─── SUPPLIED INFORMATION

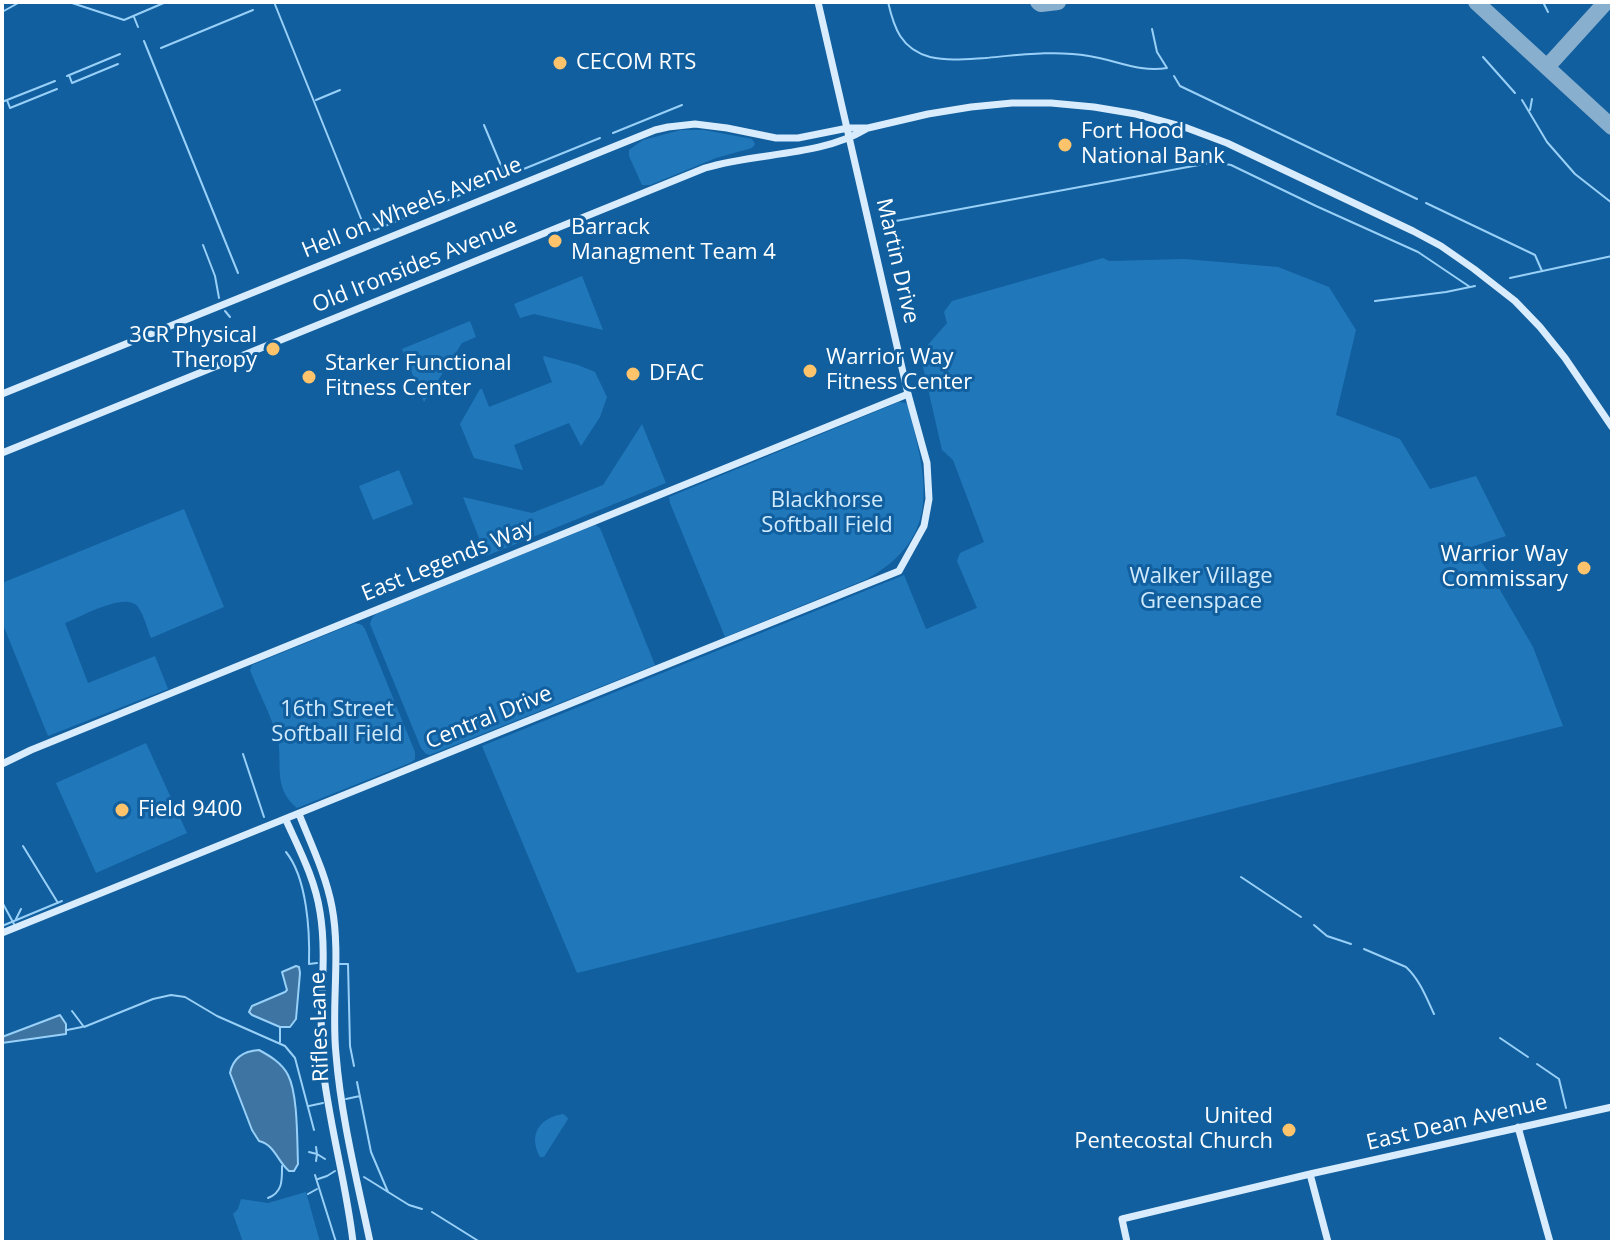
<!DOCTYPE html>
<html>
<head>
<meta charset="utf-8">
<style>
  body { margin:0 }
  #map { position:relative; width:1614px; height:1244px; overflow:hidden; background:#115f9e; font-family:"Open Sans",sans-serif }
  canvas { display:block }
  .frame { position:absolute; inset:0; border:4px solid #fff; pointer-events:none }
</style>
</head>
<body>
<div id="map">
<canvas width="1614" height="1244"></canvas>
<div class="frame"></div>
</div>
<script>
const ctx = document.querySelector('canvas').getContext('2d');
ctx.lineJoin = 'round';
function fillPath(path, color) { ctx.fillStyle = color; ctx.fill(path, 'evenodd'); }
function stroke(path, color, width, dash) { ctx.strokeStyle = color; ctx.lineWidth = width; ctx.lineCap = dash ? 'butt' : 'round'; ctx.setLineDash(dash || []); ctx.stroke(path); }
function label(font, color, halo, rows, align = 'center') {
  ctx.font = font + ' "Open Sans",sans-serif'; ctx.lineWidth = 6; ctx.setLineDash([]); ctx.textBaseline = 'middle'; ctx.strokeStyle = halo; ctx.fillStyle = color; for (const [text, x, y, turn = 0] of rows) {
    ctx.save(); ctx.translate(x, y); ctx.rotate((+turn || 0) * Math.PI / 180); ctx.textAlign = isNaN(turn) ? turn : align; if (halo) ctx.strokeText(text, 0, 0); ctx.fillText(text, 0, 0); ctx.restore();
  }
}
const green = new Path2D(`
  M681,130H704L752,139L755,144L752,148L716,158L650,185H642L629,156V150L643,140Z
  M1103,258L1109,261L1185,259L1278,267L1329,287L1356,330L1336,415L1400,439L1430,489L1476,476L1506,536L1471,547L1496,583L1533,647L1563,726L577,973L482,746L904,575L926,629L977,608L957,561L960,553L984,542L953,460L942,450L920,354L947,323L944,312L952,301Z
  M582,276L603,330L534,314L520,318L514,304Z
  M470,321L476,337L462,343L424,402L402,349Z
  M544,356L578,365L595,372L607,397L600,417L581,446L569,423L514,445L523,470L474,458L460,424L480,389H482L489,407L552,382L543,358Z
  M899,402L906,403L908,406C926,478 944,536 867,579L725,637L670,503L669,497Z
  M642,424L666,483L486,556L463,497L532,513L603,485Z
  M399,470L413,504L373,520L359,486Z
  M184,509L224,607L151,638C147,628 144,615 138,607C126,591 81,617 65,623L88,683L155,656L168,689L48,736L2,622V583Z
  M595,525L600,528L655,665L430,755L426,754L421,748L370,624L372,618L376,614Z
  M355,623L362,625L365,629L415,752V759L412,762L297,808C271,787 284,761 277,736C270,713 258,691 250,670L252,665Z
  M146,743L187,833L96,873L56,783Z
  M563,1114L567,1117L568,1119L544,1157H540C528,1135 539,1118 563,1114Z
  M306,1192L320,1242H243L233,1214L238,1209L241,1199L268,1203Z`);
const water = new Path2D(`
  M296,966L299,967L300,973L296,1019L290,1027H280L252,1015L249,1012L252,1006L285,992L287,990L282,972Z
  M60,1015L66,1024V1034L2,1043V1037Z
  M259,1050C270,1056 282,1063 288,1075C298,1094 297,1140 298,1164L294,1171H289C277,1161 275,1145 259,1141L252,1130L230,1073C233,1058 244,1051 259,1050Z`);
const stream = new Path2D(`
  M69,2L124,20L166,2
  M274,2L364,226L375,230L480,187
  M888,2C894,28 901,49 930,57C948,61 967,59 985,58C1019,55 1055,50 1089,56C1116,60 1140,73 1167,68L1157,52L1152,29
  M1543,2L1548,12
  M2,12L20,2
  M134,17L138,27
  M144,41L238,273
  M161,48L253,10
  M1483,57L1515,93
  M69,75L72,83L118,64
  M67,76L120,54
  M1174,76L1180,86L1417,199
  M7,100L10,108L57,89
  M316,100L340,90
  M1522,100L1547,142L1575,174L1612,203
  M2,102L55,81
  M1530,110L1532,99
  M484,125L505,175
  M613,133L682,105
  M504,177L600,138
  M1426,203L1535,255L1542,271
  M885,223L1215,162L1231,165L1316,206L1418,252L1470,287
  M203,245L215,276L219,298
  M1510,278L1612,256
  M1375,301L1446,292L1475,286
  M225,311L230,317
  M243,754L264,817
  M23,846L58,903
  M286,852C307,878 310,931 309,964L317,963
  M1241,877L1301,917
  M2,902L14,924
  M16,919L21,909
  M1314,925L1327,936L1351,944
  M2,926L62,901
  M1364,949L1406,967C1420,980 1426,997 1434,1014
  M340,964H348L350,1046L354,1066
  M72,1011L84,1027L153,999L171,995L185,997L217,1016L285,1046L295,1058L314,1130
  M280,1027V1042
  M67,1030L82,1027
  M1500,1038L1528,1057
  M1537,1064L1559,1079L1566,1108
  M357,1082L371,1152L388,1192
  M346,1099L360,1096
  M309,1106L323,1103
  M316,1147L317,1154L325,1159
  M309,1152L317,1154L316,1161
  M315,1175L336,1242
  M364,1177L409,1205L422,1209
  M318,1179L327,1176L335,1171
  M308,1194L317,1189
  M268,1198C283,1192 282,1180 282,1166
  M432,1212L480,1242`);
const taxiway = new Path2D(`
  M1038,2L1041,4L1058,2
  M1476,2L1612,127
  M1547,67L1606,2`);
const secondary = new Path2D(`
  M2,394L655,130L668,127L695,124L727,128L776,138H798L848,128H868L928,114L971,107L1012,103H1051L1094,107L1136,114L1187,128L1227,143L1413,231L1441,246L1474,269L1515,301L1540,327L1565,358L1612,427
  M2,453L705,168C757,152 819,157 866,129
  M2,764L31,750L908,394
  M299,814C311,844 326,875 332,907C341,955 331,1006 336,1054C341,1117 357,1180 370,1242
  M286,820C299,849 315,879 320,912C328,960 318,1011 322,1060C328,1121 346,1181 353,1242
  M2,933L899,571L924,526L929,499L927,463L908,394L818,2
  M1518,1127L1550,1242
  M1310,1174L1328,1242
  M1127,1242L1122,1219L1310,1174L1612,1107`);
const markers = [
  [560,63,8,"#ffc46b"],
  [1065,145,8,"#ffc46b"],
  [555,241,8,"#ffc46b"],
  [273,349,8,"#ffc46b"],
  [810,371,8,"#ffc46b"],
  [633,374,8,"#ffc46b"],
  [309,377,8,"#ffc46b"],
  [1584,568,8,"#ffc46b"],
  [122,810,8,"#ffc46b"],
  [1289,1130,8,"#ffc46b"]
];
const poiNames = [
  ["CECOM RTS",576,63],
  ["Fort Hood",1081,132],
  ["National Bank",1081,157],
  ["Barrack",571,228],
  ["Managment Team 4",571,253],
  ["3CR Physical",257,336,"right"],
  ["Theropy",257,361,"right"],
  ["Warrior Way",826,358],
  ["Fitness Center",826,383],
  ["Starker Functional",325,364],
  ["Fitness Center",325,389],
  ["DFAC",649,374],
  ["Warrior Way",1568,555,"right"],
  ["Commissary",1568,580,"right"],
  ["Field 9400",138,810],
  ["United",1273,1117,"right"],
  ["Pentecostal Church",1273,1142,"right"]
];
const streetNames = [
  ["Hell on Wheels Avenue",412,208,-22],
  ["Martin Drive",897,261,77],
  ["Old Ironsides Avenue",415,266,-22],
  ["East Legends Way",448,561,-22],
  ["Central Drive",489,718,-22],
  ["Rifles Lane",320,1027,-92],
  ["East Dean Avenue",1457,1123,-13]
];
const parkNames = [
  ["Blackhorse",827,501],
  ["Softball Field",827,526],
  ["Walker Village",1201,577],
  ["Greenspace",1201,602],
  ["16th Street",337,710],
  ["Softball Field",337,735]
];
fillPath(green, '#2078bb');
fillPath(water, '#3d74a1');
stroke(water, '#99d0f8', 2);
stroke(stream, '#99d0f8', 2);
stroke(taxiway, '#88afce', 16);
stroke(secondary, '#d8ecfd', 7);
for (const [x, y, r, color] of markers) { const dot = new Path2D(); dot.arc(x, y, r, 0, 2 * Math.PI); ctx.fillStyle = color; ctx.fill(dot); stroke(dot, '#115f9e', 3); }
label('22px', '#fff', '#115f9e', poiNames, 'left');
label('22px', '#fff', '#115f9e', streetNames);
label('22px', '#d0eafe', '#115f9e', parkNames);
</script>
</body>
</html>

──────

**WORK TASK**
Would you copy out every line in the records that includes the string "setLineDash"?

**SOLVED PROBLEM**
function stroke(path, color, width, dash) { ctx.strokeStyle = color; ctx.lineWidth = width; ctx.lineCap = dash ? 'butt' : 'round'; ctx.setLineDash(dash || []); ctx.stroke(path); }
  ctx.font = font + ' "Open Sans",sans-serif'; ctx.lineWidth = 6; ctx.setLineDash([]); ctx.textBaseline = 'middle'; ctx.strokeStyle = halo; ctx.fillStyle = color; for (const [text, x, y, turn = 0] of rows) {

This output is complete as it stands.